Etheridge, who has notched five platinum-selling albums in a catalog that now boasts 13 albums released since 1988, has very clearly demonstrated her love of soul music on her current album, “Memphis Rock and Soul,” released last year.
She covered a dozen songs from soul music’s golden age of the late 1960s/very early ’70s. Some of the tunes are well-known, such as Otis Redding’s “I’ve Been Loving You Too Long (To Stop Now)” and the Staple Singers’ “Respect Yourself” (which gets a lyrical update from Etheridge and co-writer Priscilla Renea), but other gems (like Barbara Stevens’ “Wait A Minute” and Rufus Thomas’ “Memphis Train”) are probably unfamiliar to all but true aficionados of the soul genre.
The performances on “Memphis Rock and Soul” crackle with energy (just note the thumping feel on Johnny Taylor’s “Who’s Making Love” and the insistent drive that lives up to Sam & Dave’s original version of “Hold On, I’m Coming”), and Etheridge’s vocals sound truly inspired as she breathes life into the songs.
“Memphis Rock and Soul” follows an album of original material, 2014’s “This Is M.E.,” that had more of a soulful bent than any of Etheridge’s earlier albums and put considerable emphasis on rhythm and groove. For Etheridge, doing “Memphis Rock and Soul” made sense coming off of that album.

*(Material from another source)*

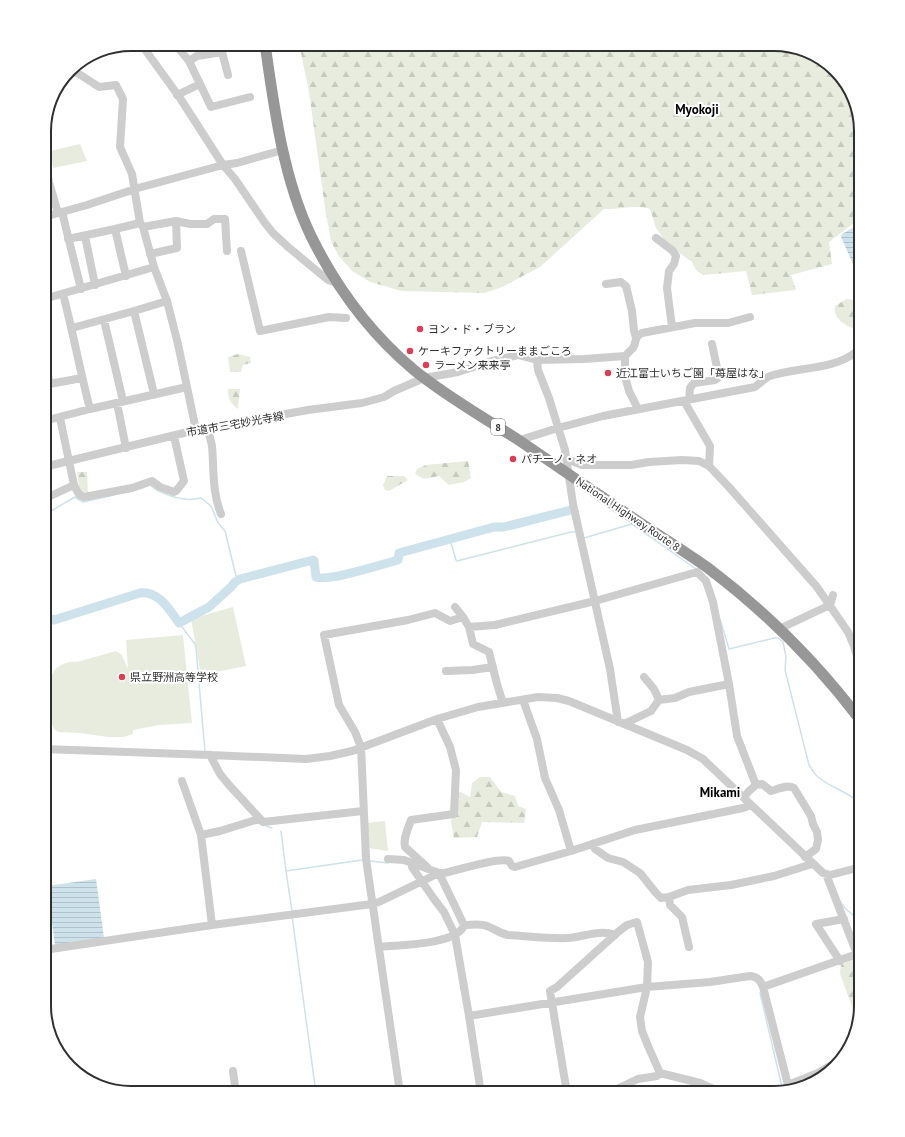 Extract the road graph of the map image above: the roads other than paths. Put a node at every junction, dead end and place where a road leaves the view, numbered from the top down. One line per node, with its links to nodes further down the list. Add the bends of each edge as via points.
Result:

“I think it was a natural step because it was the same new management team that helped me put together ‘This Is M.E.,’ ” Etheridge said. “They were the ones that came and said ‘Well, yeah, since you want to get more soulful, why don’t we go to the heart of soul and do a covers album?’ ‘A covers album? What do you mean, I’m a songwriter.’ And then I went, wait a minute, these are the songs I would have written had I been (able to). It comes from the same wellspring, so I said ‘Yeah, let’s do this.’ ”
With the idea in place, Etheridge and her team decided to go to the epicenter of classic soul – Memphis – to record the album. To add authenticity to things, she booked Royal Studio, a facility built by producer Willie Mitchell that became home to Hi Records in the 1960s and 1970s.
Mitchell’s son, Lawrence “Boo” Mitchell, now runs Royal Studios, which remains essentially unchanged from its 1960s heyday. Mitchell assembled a studio band for the project with direct ties to the soul era.
The Rev. Charles Hodges (organ), Leroy Hodges (bass) and Archie “Hubbie” Turner (keyboards) were part of the famous Hi Rhythm Section, which backed such stars as Al Green, O.V. Wright, Ann Peebles and Rufus Thomas on their albums. Guitarist Michael Toles was a member of the Bar-Kays, which along with Booker T. & The MGs, served as backing bands for Stax Records, the other legendary Memphis label that was home to such legends as Redding, Wilson Pickett and Isaac Hayes. Together, Etheridge and the musicians finished “Memphis Rock and Soul” in 10 days of recording.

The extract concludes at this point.